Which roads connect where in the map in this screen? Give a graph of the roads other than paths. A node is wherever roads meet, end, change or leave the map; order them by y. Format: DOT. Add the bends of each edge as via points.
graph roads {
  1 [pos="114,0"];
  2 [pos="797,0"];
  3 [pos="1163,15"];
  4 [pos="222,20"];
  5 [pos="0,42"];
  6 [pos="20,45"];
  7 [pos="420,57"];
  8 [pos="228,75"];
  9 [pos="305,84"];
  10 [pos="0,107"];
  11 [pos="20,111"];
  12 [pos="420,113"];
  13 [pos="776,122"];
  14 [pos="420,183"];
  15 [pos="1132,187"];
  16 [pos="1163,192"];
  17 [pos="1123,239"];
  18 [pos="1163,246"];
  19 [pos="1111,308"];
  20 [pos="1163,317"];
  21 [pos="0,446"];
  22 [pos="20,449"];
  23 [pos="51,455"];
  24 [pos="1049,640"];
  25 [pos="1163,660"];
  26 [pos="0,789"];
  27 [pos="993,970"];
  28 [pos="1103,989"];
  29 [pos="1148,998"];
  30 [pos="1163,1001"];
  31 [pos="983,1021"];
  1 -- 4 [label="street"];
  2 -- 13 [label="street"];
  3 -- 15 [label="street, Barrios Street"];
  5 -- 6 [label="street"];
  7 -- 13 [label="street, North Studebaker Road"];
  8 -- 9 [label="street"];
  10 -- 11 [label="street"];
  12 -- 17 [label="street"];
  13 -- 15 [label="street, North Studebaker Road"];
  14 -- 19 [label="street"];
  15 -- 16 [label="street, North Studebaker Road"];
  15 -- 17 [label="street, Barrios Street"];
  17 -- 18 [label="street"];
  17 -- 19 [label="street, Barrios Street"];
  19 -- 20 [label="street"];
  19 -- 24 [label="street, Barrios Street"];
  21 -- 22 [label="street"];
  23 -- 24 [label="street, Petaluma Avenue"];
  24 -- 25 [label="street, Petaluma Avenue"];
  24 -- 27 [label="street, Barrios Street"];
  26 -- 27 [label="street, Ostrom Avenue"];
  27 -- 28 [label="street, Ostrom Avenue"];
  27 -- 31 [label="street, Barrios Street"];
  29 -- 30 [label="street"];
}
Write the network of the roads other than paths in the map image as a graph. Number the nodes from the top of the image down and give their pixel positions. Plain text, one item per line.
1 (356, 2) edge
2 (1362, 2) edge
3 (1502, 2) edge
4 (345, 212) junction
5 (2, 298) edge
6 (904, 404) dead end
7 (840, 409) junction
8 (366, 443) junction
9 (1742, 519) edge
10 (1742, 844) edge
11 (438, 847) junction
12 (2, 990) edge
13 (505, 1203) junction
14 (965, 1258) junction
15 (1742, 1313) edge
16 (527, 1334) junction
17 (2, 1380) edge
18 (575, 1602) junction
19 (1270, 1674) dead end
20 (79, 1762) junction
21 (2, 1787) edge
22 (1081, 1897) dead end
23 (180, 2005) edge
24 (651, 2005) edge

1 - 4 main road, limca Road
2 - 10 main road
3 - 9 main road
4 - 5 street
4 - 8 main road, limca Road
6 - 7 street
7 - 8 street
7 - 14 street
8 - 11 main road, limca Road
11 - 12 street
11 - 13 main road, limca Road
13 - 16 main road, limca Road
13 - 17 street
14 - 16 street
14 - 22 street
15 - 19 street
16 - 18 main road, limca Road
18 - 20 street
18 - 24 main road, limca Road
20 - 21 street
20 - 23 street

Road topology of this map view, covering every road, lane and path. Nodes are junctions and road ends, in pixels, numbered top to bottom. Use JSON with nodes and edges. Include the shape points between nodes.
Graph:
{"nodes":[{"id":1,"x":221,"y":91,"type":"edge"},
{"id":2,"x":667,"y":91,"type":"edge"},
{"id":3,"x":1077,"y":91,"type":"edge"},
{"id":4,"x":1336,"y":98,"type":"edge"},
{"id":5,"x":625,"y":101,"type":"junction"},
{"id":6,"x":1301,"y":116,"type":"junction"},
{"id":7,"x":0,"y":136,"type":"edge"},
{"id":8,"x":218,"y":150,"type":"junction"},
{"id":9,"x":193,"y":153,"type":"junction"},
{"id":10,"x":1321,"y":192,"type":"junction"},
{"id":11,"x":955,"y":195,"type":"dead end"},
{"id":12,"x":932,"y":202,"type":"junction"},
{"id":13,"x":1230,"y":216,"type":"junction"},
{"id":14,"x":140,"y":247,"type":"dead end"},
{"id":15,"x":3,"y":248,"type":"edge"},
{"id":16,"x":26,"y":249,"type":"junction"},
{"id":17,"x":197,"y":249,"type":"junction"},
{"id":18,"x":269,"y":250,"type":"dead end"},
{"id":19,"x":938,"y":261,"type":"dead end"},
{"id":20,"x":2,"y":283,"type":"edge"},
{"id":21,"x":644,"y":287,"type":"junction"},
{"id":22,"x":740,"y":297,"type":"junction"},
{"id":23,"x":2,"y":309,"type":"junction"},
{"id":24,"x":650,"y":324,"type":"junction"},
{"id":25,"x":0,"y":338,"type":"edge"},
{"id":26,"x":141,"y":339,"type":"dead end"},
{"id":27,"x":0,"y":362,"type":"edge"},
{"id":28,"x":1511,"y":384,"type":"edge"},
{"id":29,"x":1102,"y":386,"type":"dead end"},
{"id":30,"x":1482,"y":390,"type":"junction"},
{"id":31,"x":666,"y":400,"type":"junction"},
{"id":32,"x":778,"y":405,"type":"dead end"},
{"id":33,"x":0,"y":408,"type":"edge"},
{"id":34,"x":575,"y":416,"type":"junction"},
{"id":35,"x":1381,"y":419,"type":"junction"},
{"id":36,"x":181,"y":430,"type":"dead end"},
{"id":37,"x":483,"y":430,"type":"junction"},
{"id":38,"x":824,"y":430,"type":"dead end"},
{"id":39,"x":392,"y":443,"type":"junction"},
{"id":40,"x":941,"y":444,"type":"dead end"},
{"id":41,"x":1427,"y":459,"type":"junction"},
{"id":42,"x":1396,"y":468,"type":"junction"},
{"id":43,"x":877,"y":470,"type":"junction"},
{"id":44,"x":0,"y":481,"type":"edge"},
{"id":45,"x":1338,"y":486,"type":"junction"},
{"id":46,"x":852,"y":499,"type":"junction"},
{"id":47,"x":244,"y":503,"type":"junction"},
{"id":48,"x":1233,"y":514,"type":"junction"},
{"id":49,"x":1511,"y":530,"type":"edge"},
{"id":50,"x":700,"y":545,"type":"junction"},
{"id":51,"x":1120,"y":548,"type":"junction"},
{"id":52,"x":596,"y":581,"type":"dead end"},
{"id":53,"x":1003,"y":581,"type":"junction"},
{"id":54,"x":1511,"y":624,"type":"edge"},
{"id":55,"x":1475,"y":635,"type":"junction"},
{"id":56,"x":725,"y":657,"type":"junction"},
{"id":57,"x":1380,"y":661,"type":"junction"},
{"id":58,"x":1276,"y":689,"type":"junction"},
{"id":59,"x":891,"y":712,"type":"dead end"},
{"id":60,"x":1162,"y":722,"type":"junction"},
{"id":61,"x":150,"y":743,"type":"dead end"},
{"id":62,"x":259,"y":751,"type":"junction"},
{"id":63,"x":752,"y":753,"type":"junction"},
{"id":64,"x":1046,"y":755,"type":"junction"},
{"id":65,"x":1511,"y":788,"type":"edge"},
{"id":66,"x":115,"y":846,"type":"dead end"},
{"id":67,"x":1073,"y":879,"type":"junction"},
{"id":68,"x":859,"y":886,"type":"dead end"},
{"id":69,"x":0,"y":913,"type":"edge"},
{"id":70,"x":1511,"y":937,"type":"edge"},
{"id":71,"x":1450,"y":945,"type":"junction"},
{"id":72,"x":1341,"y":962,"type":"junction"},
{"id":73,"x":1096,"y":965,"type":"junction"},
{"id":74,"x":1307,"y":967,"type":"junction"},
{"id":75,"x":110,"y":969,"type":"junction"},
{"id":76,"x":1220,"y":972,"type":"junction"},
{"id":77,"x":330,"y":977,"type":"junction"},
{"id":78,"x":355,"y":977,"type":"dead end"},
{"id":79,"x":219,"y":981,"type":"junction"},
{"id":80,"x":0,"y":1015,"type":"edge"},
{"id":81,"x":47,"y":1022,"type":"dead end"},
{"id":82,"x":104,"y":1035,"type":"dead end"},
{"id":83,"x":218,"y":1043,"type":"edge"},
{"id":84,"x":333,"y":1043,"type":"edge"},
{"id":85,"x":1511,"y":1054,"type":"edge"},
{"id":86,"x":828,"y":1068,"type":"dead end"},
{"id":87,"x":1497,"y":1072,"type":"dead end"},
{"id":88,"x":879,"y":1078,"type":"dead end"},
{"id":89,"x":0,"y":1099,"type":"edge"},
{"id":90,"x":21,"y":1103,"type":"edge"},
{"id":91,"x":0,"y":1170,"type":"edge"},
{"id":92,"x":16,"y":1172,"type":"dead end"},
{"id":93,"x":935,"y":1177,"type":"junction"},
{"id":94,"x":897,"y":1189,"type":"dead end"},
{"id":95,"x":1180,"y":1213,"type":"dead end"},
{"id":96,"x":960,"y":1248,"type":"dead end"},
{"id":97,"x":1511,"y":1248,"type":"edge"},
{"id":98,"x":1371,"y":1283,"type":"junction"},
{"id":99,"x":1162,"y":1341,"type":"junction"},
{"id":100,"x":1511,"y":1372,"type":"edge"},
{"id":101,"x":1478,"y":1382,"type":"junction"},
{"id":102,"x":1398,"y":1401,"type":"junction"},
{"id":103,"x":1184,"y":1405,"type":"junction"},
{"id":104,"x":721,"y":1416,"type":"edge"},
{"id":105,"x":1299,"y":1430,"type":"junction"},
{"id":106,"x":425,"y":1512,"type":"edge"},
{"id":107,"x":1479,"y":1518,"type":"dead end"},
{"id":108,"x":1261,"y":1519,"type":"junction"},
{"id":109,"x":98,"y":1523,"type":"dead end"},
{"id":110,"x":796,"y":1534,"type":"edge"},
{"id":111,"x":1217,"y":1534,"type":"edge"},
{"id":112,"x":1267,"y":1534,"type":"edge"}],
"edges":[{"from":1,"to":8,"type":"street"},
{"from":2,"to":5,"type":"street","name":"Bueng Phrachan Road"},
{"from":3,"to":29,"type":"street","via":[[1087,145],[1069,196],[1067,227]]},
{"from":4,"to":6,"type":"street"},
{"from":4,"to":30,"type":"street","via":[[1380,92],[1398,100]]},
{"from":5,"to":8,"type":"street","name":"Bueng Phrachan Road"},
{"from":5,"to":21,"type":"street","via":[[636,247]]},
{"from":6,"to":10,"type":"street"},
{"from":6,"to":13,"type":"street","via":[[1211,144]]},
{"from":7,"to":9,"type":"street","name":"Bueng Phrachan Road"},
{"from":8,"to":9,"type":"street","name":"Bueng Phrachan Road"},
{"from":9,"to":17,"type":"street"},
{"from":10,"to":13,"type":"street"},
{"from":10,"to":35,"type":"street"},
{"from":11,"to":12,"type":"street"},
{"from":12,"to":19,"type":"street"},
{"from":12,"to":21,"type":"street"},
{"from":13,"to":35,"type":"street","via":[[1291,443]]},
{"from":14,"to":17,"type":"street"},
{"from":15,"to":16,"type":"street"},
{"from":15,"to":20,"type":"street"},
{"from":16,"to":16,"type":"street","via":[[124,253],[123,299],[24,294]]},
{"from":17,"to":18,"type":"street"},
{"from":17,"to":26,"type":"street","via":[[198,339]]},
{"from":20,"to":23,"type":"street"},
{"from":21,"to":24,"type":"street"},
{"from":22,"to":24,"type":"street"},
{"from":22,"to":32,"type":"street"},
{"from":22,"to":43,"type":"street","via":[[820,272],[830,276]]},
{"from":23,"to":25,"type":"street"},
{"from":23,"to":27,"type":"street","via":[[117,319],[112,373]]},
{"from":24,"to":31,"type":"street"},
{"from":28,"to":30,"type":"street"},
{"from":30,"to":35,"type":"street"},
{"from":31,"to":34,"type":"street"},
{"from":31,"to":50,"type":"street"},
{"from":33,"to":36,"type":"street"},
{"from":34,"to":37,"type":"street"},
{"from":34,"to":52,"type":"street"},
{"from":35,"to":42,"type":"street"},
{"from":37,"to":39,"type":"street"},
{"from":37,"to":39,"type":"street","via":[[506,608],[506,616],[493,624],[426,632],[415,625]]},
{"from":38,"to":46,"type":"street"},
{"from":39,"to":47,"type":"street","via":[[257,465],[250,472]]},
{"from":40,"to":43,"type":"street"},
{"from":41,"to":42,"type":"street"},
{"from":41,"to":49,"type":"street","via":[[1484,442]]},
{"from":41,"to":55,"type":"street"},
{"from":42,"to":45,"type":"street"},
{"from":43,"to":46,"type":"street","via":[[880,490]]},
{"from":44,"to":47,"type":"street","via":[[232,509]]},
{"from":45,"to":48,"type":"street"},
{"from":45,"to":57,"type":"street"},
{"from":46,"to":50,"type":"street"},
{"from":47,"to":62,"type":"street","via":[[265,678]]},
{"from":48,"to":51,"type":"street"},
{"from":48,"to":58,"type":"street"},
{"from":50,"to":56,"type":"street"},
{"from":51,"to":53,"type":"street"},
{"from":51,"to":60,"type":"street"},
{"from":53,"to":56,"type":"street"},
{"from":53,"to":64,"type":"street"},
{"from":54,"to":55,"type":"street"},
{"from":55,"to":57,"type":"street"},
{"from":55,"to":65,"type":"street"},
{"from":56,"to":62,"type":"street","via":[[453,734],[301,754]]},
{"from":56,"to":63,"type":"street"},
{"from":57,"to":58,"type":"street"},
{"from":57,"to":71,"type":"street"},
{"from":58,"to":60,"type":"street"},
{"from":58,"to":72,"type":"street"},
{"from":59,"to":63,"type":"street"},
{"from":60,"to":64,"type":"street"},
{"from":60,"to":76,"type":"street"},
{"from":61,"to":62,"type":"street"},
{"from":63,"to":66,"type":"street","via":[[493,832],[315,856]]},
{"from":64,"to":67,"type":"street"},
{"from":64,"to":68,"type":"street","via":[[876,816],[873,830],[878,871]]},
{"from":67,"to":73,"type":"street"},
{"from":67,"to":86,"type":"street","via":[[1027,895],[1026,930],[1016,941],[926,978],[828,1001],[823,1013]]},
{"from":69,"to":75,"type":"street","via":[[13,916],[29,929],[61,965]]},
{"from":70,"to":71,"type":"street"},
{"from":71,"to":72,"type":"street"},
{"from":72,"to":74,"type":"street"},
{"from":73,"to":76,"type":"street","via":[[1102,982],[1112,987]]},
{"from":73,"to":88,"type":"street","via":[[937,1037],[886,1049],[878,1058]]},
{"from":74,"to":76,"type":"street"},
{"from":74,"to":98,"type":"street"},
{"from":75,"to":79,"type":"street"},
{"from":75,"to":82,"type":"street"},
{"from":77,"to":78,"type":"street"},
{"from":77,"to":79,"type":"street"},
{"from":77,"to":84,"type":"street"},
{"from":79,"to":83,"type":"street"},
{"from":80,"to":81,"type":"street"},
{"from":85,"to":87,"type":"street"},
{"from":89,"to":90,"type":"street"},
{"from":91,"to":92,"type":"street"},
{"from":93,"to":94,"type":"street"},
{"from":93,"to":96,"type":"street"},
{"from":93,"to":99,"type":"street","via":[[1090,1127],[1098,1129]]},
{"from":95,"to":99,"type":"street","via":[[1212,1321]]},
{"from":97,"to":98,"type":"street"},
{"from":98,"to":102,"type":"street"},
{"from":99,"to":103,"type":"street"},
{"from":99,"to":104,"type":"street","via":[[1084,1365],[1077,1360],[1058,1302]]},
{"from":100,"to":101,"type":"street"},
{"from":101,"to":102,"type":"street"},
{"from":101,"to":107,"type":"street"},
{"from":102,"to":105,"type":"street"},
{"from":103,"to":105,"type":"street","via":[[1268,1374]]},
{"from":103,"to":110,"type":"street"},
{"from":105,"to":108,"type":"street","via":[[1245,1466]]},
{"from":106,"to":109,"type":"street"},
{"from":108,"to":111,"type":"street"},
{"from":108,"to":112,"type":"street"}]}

### [Your goal]
Reply with only the number of lines in the entries that contain the word "other".

### [Expected output]
2